The author compare their proposed NMT-VNN with two baseline models, the classic NMT with beam search (NMT-BS)[6] and the one referred as beam search optimization (NMT-BSO), which trains a predictor to evaluate the quality of any partial sequence, and then uses the predictor to select words instead of the probability. Note the difference between NMT-BSO and their NMT-VNN is NTM-BSO predicts the local improvement of BLEU for any single word, while NMT-VNN predicts the final BLEU score and use the predicted score to select words.

The models are tested using three pairs of languages: English→French (En→Fr), English→German (En→De), and Chinese→English (Zh→En). They used the same bilingual corpora from WMT’14 as used in [6] , which contains 12M, 4.5M and 10M training data for each task.[6]

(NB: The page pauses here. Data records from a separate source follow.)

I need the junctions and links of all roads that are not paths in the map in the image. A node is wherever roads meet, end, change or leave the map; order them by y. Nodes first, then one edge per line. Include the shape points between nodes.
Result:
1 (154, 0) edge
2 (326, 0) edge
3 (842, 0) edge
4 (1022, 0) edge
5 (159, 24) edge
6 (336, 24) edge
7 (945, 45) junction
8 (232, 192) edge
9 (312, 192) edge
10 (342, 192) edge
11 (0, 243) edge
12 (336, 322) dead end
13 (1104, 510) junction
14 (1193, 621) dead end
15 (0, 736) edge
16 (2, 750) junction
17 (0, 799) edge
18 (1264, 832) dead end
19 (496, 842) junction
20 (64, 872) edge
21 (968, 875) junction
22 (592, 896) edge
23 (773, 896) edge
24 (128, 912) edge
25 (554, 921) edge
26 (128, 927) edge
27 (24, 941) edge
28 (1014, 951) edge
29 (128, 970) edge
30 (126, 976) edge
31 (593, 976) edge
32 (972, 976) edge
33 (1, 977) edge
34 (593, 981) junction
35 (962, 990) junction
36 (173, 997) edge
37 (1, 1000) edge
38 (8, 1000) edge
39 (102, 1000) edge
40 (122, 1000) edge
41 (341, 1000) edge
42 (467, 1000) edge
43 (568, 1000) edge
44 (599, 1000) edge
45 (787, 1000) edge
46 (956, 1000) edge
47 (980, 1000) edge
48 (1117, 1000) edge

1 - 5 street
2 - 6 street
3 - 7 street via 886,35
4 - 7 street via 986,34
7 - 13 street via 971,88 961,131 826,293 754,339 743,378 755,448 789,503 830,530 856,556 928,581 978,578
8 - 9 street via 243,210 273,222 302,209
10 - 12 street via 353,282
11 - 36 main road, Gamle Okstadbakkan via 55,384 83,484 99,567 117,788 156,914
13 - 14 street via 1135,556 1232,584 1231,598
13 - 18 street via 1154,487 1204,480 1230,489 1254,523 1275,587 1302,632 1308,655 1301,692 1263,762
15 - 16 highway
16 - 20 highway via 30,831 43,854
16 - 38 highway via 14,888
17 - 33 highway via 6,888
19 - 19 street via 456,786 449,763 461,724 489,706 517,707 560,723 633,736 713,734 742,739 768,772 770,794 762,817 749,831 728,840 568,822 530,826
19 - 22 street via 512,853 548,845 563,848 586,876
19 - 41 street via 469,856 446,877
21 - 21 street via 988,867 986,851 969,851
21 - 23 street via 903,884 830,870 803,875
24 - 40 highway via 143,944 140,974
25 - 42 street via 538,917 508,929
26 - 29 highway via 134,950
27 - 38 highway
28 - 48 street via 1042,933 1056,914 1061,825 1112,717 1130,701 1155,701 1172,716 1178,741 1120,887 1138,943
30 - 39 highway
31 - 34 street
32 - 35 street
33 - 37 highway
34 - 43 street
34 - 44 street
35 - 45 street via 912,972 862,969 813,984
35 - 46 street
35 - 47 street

1. For En→Fr and En→De: validation set: newstest2012 and newstest2013; test set: newstest2014
2. For Zh→En: validation set: NIST 2004; test set: NIST 2006 and NIST 2008

For all datasets in Chinese, they use a public tool for Chinese word segmentation. In all experiments, validation sets were only used for early-stopping and hyperparameter tuning.

For NMT-VNN and NMT-BS, they first set experimental parameters to train an NMT model following [6]. The vocabulary for each language is the most common 30K in the parallel corpora and the words not in the vocabulary (i.e., unknown words) were replaced with a special token “UNK". Each word was embedded into a vector space of 620 dimensions, and recurrent unit has dimention of 1000. Sentences with length ≤ 50 were kept in the training set. Batch size was set as 80 with 20 batches pre-fetched and sorted by sentence lengths.

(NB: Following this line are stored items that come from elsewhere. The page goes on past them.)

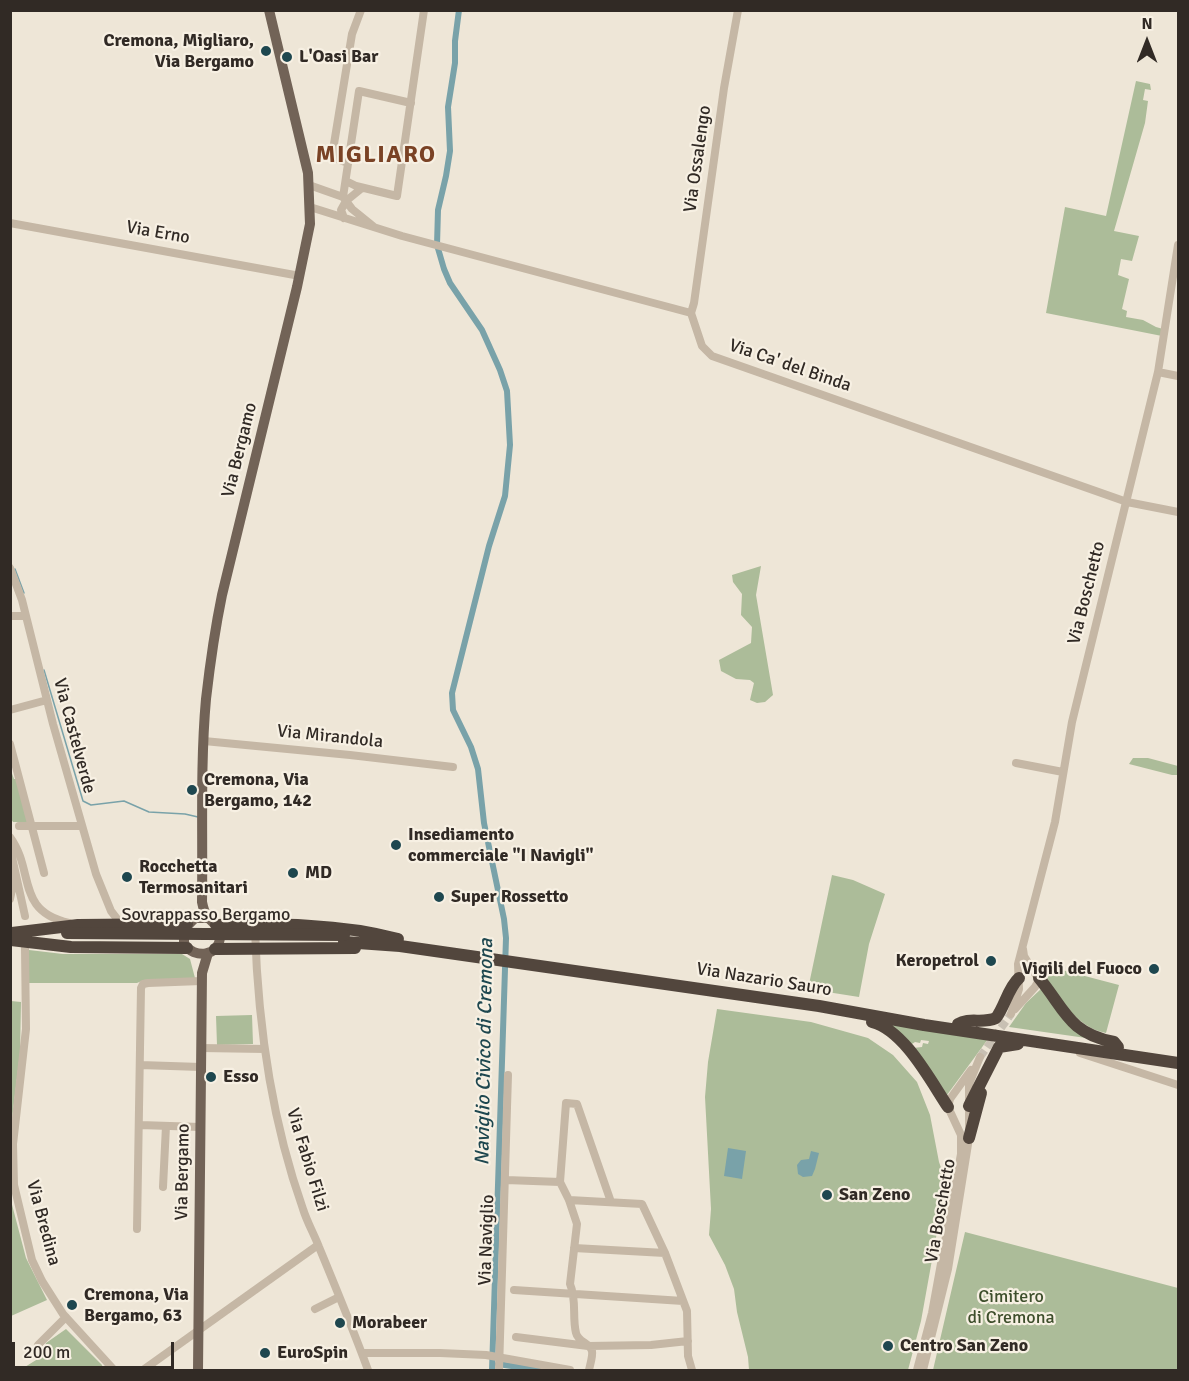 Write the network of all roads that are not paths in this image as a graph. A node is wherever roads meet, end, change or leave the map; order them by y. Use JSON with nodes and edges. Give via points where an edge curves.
{"nodes":[{"id":1,"x":269,"y":10,"type":"edge"},
{"id":2,"x":361,"y":10,"type":"edge"},
{"id":3,"x":424,"y":10,"type":"edge"},
{"id":4,"x":738,"y":10,"type":"edge"},
{"id":5,"x":344,"y":87,"type":"junction"},
{"id":6,"x":359,"y":91,"type":"junction"},
{"id":7,"x":411,"y":103,"type":"junction"},
{"id":8,"x":348,"y":163,"type":"junction"},
{"id":9,"x":346,"y":181,"type":"junction"},
{"id":10,"x":362,"y":188,"type":"junction"},
{"id":11,"x":313,"y":190,"type":"junction"},
{"id":12,"x":345,"y":199,"type":"junction"},
{"id":13,"x":310,"y":207,"type":"junction"},
{"id":14,"x":352,"y":209,"type":"junction"},
{"id":15,"x":343,"y":219,"type":"junction"},
{"id":16,"x":10,"y":223,"type":"edge"},
{"id":17,"x":376,"y":228,"type":"junction"},
{"id":18,"x":1179,"y":245,"type":"edge"},
{"id":19,"x":300,"y":276,"type":"junction"},
{"id":20,"x":691,"y":313,"type":"junction"},
{"id":21,"x":1158,"y":372,"type":"junction"},
{"id":22,"x":1179,"y":376,"type":"edge"},
{"id":23,"x":1127,"y":502,"type":"junction"},
{"id":24,"x":1179,"y":512,"type":"edge"},
{"id":25,"x":10,"y":568,"type":"edge"},
{"id":26,"x":10,"y":616,"type":"edge"},
{"id":27,"x":25,"y":616,"type":"junction"},
{"id":28,"x":47,"y":700,"type":"junction"},
{"id":29,"x":10,"y":710,"type":"edge"},
{"id":30,"x":204,"y":741,"type":"junction"},
{"id":31,"x":10,"y":744,"type":"edge"},
{"id":32,"x":1016,"y":763,"type":"dead end"},
{"id":33,"x":453,"y":768,"type":"dead end"},
{"id":34,"x":1063,"y":772,"type":"junction"},
{"id":35,"x":19,"y":826,"type":"dead end"},
{"id":36,"x":33,"y":826,"type":"junction"},
{"id":37,"x":82,"y":826,"type":"junction"},
{"id":38,"x":10,"y":837,"type":"edge"},
{"id":39,"x":10,"y":848,"type":"edge"},
{"id":40,"x":10,"y":872,"type":"edge"},
{"id":41,"x":44,"y":873,"type":"dead end"},
{"id":42,"x":10,"y":899,"type":"edge"},
{"id":43,"x":202,"y":902,"type":"junction"},
{"id":44,"x":25,"y":916,"type":"dead end"},
{"id":45,"x":191,"y":921,"type":"junction"},
{"id":46,"x":212,"y":922,"type":"junction"},
{"id":47,"x":115,"y":924,"type":"junction"},
{"id":48,"x":158,"y":924,"type":"junction"},
{"id":49,"x":255,"y":925,"type":"junction"},
{"id":50,"x":78,"y":926,"type":"junction"},
{"id":51,"x":11,"y":937,"type":"edge"},
{"id":52,"x":344,"y":938,"type":"junction"},
{"id":53,"x":398,"y":939,"type":"junction"},
{"id":54,"x":25,"y":948,"type":"dead end"},
{"id":55,"x":158,"y":948,"type":"junction"},
{"id":56,"x":1023,"y":948,"type":"junction"},
{"id":57,"x":256,"y":949,"type":"junction"},
{"id":58,"x":431,"y":950,"type":"junction"},
{"id":59,"x":191,"y":951,"type":"junction"},
{"id":60,"x":211,"y":951,"type":"junction"},
{"id":61,"x":504,"y":958,"type":"junction"},
{"id":62,"x":1036,"y":974,"type":"junction"},
{"id":63,"x":202,"y":977,"type":"junction"},
{"id":64,"x":1019,"y":977,"type":"junction"},
{"id":65,"x":819,"y":1006,"type":"junction"},
{"id":66,"x":958,"y":1024,"type":"junction"},
{"id":67,"x":1060,"y":1046,"type":"junction"},
{"id":68,"x":201,"y":1047,"type":"junction"},
{"id":69,"x":1118,"y":1047,"type":"junction"},
{"id":70,"x":265,"y":1049,"type":"junction"},
{"id":71,"x":1179,"y":1055,"type":"edge"},
{"id":72,"x":1179,"y":1063,"type":"edge"},
{"id":73,"x":140,"y":1065,"type":"junction"},
{"id":74,"x":201,"y":1066,"type":"junction"},
{"id":75,"x":508,"y":1075,"type":"dead end"},
{"id":76,"x":984,"y":1077,"type":"junction"},
{"id":77,"x":1179,"y":1084,"type":"edge"},
{"id":78,"x":969,"y":1106,"type":"junction"},
{"id":79,"x":948,"y":1107,"type":"junction"},
{"id":80,"x":140,"y":1125,"type":"junction"},
{"id":81,"x":166,"y":1126,"type":"junction"},
{"id":82,"x":200,"y":1127,"type":"junction"},
{"id":83,"x":969,"y":1138,"type":"junction"},
{"id":84,"x":506,"y":1180,"type":"junction"},
{"id":85,"x":560,"y":1182,"type":"junction"},
{"id":86,"x":163,"y":1187,"type":"dead end"},
{"id":87,"x":569,"y":1200,"type":"junction"},
{"id":88,"x":611,"y":1202,"type":"junction"},
{"id":89,"x":137,"y":1229,"type":"dead end"},
{"id":90,"x":318,"y":1245,"type":"junction"},
{"id":91,"x":574,"y":1248,"type":"junction"},
{"id":92,"x":665,"y":1253,"type":"junction"},
{"id":93,"x":514,"y":1290,"type":"dead end"},
{"id":94,"x":574,"y":1293,"type":"junction"},
{"id":95,"x":339,"y":1298,"type":"junction"},
{"id":96,"x":683,"y":1301,"type":"junction"},
{"id":97,"x":315,"y":1309,"type":"dead end"},
{"id":98,"x":66,"y":1317,"type":"junction"},
{"id":99,"x":198,"y":1330,"type":"junction"},
{"id":100,"x":516,"y":1337,"type":"dead end"},
{"id":101,"x":688,"y":1341,"type":"junction"},
{"id":102,"x":38,"y":1345,"type":"dead end"},
{"id":103,"x":588,"y":1346,"type":"junction"},
{"id":104,"x":362,"y":1353,"type":"junction"},
{"id":105,"x":499,"y":1357,"type":"junction"},
{"id":106,"x":156,"y":1366,"type":"edge"},
{"id":107,"x":114,"y":1371,"type":"edge"},
{"id":108,"x":143,"y":1371,"type":"edge"},
{"id":109,"x":198,"y":1371,"type":"edge"},
{"id":110,"x":368,"y":1371,"type":"edge"},
{"id":111,"x":499,"y":1371,"type":"edge"},
{"id":112,"x":570,"y":1371,"type":"edge"},
{"id":113,"x":589,"y":1371,"type":"edge"},
{"id":114,"x":692,"y":1371,"type":"edge"},
{"id":115,"x":917,"y":1371,"type":"edge"},
{"id":116,"x":923,"y":1371,"type":"edge"}],
"edges":[{"from":1,"to":11,"type":"main road","name":"Via Bergamo"},
{"from":2,"to":5,"type":"street","via":[[352,34]]},
{"from":3,"to":7,"type":"street"},
{"from":4,"to":20,"type":"street","name":"Via Ossalengo"},
{"from":5,"to":6,"type":"street"},
{"from":5,"to":8,"type":"street","via":[[333,155]]},
{"from":6,"to":7,"type":"street"},
{"from":6,"to":8,"type":"street"},
{"from":7,"to":10,"type":"street","via":[[397,196]]},
{"from":8,"to":9,"type":"street"},
{"from":9,"to":10,"type":"street"},
{"from":9,"to":12,"type":"street"},
{"from":10,"to":12,"type":"street"},
{"from":11,"to":12,"type":"street","via":[[332,191]]},
{"from":11,"to":13,"type":"main road","name":"Via Bergamo"},
{"from":12,"to":14,"type":"street"},
{"from":12,"to":15,"type":"street","via":[[341,207]]},
{"from":13,"to":15,"type":"street"},
{"from":13,"to":19,"type":"main road","name":"Via Bergamo"},
{"from":14,"to":15,"type":"street"},
{"from":14,"to":17,"type":"street"},
{"from":15,"to":17,"type":"street"},
{"from":16,"to":19,"type":"street","name":"Via Erno"},
{"from":17,"to":20,"type":"street"},
{"from":18,"to":21,"type":"street","name":"Via Boschetto"},
{"from":19,"to":30,"type":"main road","name":"Via Bergamo","via":[[222,594],[211,659]]},
{"from":20,"to":23,"type":"street","name":"Via Ca' del Binda","via":[[702,346],[712,356]]},
{"from":21,"to":22,"type":"street"},
{"from":21,"to":23,"type":"street","name":"Via Boschetto"},
{"from":23,"to":24,"type":"street","name":"Via Ca' del Binda"},
{"from":23,"to":34,"type":"street","name":"Via Boschetto","via":[[1076,704]]},
{"from":25,"to":27,"type":"street","name":"Via Castelverde"},
{"from":26,"to":27,"type":"street"},
{"from":27,"to":28,"type":"street","name":"Via Castelverde"},
{"from":28,"to":29,"type":"street"},
{"from":28,"to":37,"type":"street","name":"Via Castelverde"},
{"from":30,"to":33,"type":"street","name":"Via Mirandola"},
{"from":30,"to":43,"type":"main road","name":"Via Bergamo"},
{"from":31,"to":36,"type":"street"},
{"from":32,"to":34,"type":"street"},
{"from":34,"to":56,"type":"street","name":"Via Boschetto","via":[[1053,832]]},
{"from":35,"to":36,"type":"street"},
{"from":36,"to":37,"type":"street"},
{"from":36,"to":41,"type":"street"},
{"from":37,"to":47,"type":"street","name":"Via Castelverde"},
{"from":38,"to":50,"type":"street","via":[[35,904],[57,920]]},
{"from":39,"to":44,"type":"street"},
{"from":40,"to":42,"type":"street"},
{"from":43,"to":45,"type":"main road","name":"Via Bergamo"},
{"from":43,"to":46,"type":"main road","name":"Via Bergamo"},
{"from":45,"to":46,"type":"main road"},
{"from":45,"to":48,"type":"highway"},
{"from":45,"to":59,"type":"main road","name":"Via Bergamo","via":[[183,939]]},
{"from":46,"to":49,"type":"highway"},
{"from":46,"to":60,"type":"main road","name":"Via Bergamo","via":[[220,940]]},
{"from":47,"to":48,"type":"highway"},
{"from":47,"to":50,"type":"highway"},
{"from":48,"to":55,"type":"highway","via":[[165,938]]},
{"from":49,"to":53,"type":"highway","via":[[350,928]]},
{"from":49,"to":57,"type":"street","name":"Via Fabio Filzi"},
{"from":50,"to":51,"type":"highway"},
{"from":51,"to":52,"type":"highway","name":"Sovrappasso Bergamo","bridge":true},
{"from":51,"to":55,"type":"highway","via":[[71,947]]},
{"from":52,"to":53,"type":"highway","name":"Via Nazario Sauro"},
{"from":52,"to":58,"type":"highway","name":"Via Nazario Sauro"},
{"from":53,"to":61,"type":"highway","name":"Via Nazario Sauro"},
{"from":54,"to":98,"type":"street","name":"Via Bredina","via":[[25,1049],[13,1144],[14,1185],[32,1260]]},
{"from":55,"to":59,"type":"highway"},
{"from":56,"to":62,"type":"street"},
{"from":56,"to":64,"type":"street","name":"Via Boschetto"},
{"from":57,"to":58,"type":"highway"},
{"from":57,"to":60,"type":"highway"},
{"from":57,"to":70,"type":"street","name":"Via Fabio Filzi"},
{"from":58,"to":61,"type":"highway","name":"Via Nazario Sauro"},
{"from":59,"to":60,"type":"main road"},
{"from":59,"to":63,"type":"main road","name":"Via Bergamo"},
{"from":60,"to":63,"type":"main road","name":"Via Bergamo"},
{"from":61,"to":65,"type":"highway","name":"Via Nazario Sauro"},
{"from":61,"to":66,"type":"highway","name":"Via Nazario Sauro","via":[[533,958]]},
{"from":62,"to":64,"type":"street"},
{"from":62,"to":64,"type":"street","name":"Via Boschetto","via":[[1035,987],[1011,1014]]},
{"from":62,"to":69,"type":"highway","via":[[1066,1017],[1080,1029]]},
{"from":63,"to":68,"type":"main road","name":"Via Bergamo"},
{"from":63,"to":73,"type":"street","via":[[143,984]]},
{"from":64,"to":66,"type":"highway","via":[[996,1018],[964,1020]]},
{"from":65,"to":67,"type":"highway","name":"Via Nazario Sauro"},
{"from":65,"to":79,"type":"highway","via":[[891,1031]]},
{"from":66,"to":69,"type":"highway","name":"Via Nazario Sauro"},
{"from":67,"to":72,"type":"highway","name":"Via Nazario Sauro"},
{"from":67,"to":76,"type":"highway","via":[[999,1047]]},
{"from":67,"to":77,"type":"street"},
{"from":68,"to":70,"type":"street"},
{"from":68,"to":74,"type":"main road","name":"Via Bergamo"},
{"from":69,"to":71,"type":"highway","name":"Via Nazario Sauro"},
{"from":70,"to":90,"type":"street","name":"Via Fabio Filzi","via":[[279,1133]]},
{"from":73,"to":74,"type":"street"},
{"from":73,"to":80,"type":"street"},
{"from":74,"to":82,"type":"main road","name":"Via Bergamo"},
{"from":75,"to":84,"type":"street","name":"Via Naviglio"},
{"from":76,"to":78,"type":"highway"},
{"from":76,"to":83,"type":"highway"},
{"from":78,"to":79,"type":"street","via":[[959,1113]]},
{"from":78,"to":79,"type":"street","name":"Via Boschetto","via":[[969,1084],[980,1057]]},
{"from":78,"to":83,"type":"street","name":"Via Boschetto"},
{"from":79,"to":115,"type":"street","name":"Via Boschetto","via":[[961,1135],[960,1154],[932,1313]]},
{"from":80,"to":81,"type":"street"},
{"from":80,"to":89,"type":"street"},
{"from":81,"to":82,"type":"street"},
{"from":81,"to":86,"type":"street"},
{"from":82,"to":99,"type":"main road","name":"Via Bergamo"},
{"from":83,"to":116,"type":"street","name":"Via Boschetto","via":[[948,1269]]},
{"from":84,"to":85,"type":"street"},
{"from":84,"to":105,"type":"street","name":"Via Naviglio"},
{"from":85,"to":87,"type":"street"},
{"from":85,"to":88,"type":"street","via":[[566,1103],[577,1104]]},
{"from":87,"to":88,"type":"street"},
{"from":87,"to":91,"type":"street","via":[[577,1224]]},
{"from":88,"to":92,"type":"street","via":[[642,1204]]},
{"from":90,"to":95,"type":"street","name":"Via Fabio Filzi"},
{"from":90,"to":99,"type":"street"},
{"from":91,"to":92,"type":"street"},
{"from":91,"to":94,"type":"street","via":[[570,1284]]},
{"from":92,"to":96,"type":"street"},
{"from":93,"to":94,"type":"street"},
{"from":94,"to":96,"type":"street"},
{"from":94,"to":103,"type":"street","via":[[576,1333]]},
{"from":95,"to":97,"type":"street"},
{"from":95,"to":104,"type":"street","name":"Via Fabio Filzi"},
{"from":96,"to":101,"type":"street"},
{"from":98,"to":102,"type":"street"},
{"from":98,"to":107,"type":"street","name":"Via Bredina"},
{"from":99,"to":106,"type":"street"},
{"from":99,"to":109,"type":"main road","name":"Via Bergamo"},
{"from":100,"to":103,"type":"street"},
{"from":101,"to":103,"type":"street"},
{"from":101,"to":114,"type":"street"},
{"from":103,"to":113,"type":"street","via":[[592,1352]]},
{"from":104,"to":105,"type":"street"},
{"from":104,"to":110,"type":"street","name":"Via Fabio Filzi"},
{"from":105,"to":111,"type":"street","name":"Via Naviglio"},
{"from":105,"to":112,"type":"street"},
{"from":106,"to":108,"type":"street"}]}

The NMT model was trained with asynchronized SGD on four K40m GPUs for about seven days. For NMT-BSO, they implemented the algorithm and the model was trained in the same environment. For the value network used in NMT-VNN, they set the same parameters for the encoder-decoder layers as the NMT model. Additionally, in the SM module and CC module, they set function $μ_SM$ and $μ_CC$ as single-layer feed forward networks with 1000 output nodes. In Algorithm 1, they set the hyperparameter K = 20 to estimate the value of any partial sequence. They used mini-batch training with batch size 80, and the value network model was trained with AdaDelta [8] on one K40m GPU for about three days.

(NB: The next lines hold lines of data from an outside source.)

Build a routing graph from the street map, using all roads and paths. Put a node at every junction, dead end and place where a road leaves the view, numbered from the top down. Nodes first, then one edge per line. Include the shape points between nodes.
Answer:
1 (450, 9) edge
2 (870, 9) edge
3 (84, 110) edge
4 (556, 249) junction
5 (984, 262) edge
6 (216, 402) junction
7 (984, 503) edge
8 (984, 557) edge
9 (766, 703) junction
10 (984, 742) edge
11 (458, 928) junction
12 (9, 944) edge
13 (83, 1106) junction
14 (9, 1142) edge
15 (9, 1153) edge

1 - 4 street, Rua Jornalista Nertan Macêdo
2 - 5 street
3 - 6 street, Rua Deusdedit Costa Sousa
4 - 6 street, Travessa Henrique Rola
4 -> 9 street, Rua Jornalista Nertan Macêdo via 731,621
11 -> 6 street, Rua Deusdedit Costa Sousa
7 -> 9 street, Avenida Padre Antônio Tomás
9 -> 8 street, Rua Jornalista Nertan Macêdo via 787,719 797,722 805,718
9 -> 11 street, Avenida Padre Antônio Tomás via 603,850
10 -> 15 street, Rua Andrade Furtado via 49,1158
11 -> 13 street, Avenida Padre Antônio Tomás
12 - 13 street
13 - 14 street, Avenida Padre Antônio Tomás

During testing, the hyperparameter $𝛼$ for NMT-VNN was set by cross validation and they found the optimal $𝛼$ for En→Fr, En→De and Zh→En are 0.85, 0.9 and 0.8 respectively. They used We used the BLEU score [9] as the evaluation metric, which is computed by the multi-bleu.perl[10].

# References

[3] S. Bengio, O. Vinyals, N. Jaitly, and N. Shazeer. Scheduled sampling for sequence prediction with recurrent neural networks. In Advances in Neural Information Processing Systems, pages 1171–1179, 2015.

[4] S. Wiseman and A. M. Rush. Sequence-to-sequence learning as beam-search optimization. In EMNLP, 2016.

[5] D. Silver, A. Huang, C. J. Maddison, A. Guez, L. Sifre, G. Van Den Driessche, J. Schrittwieser, I. Antonoglou, V. Panneershelvam, M. Lanctot, et al. Mastering the game of go with deep neural networks and tree search. Nature, 529(7587):484–489, 2016.

[6] D. Bahdanau, K. Cho, and Y. Bengio. Neural machine translation by jointly learning to align and translate. ICLR, 2015.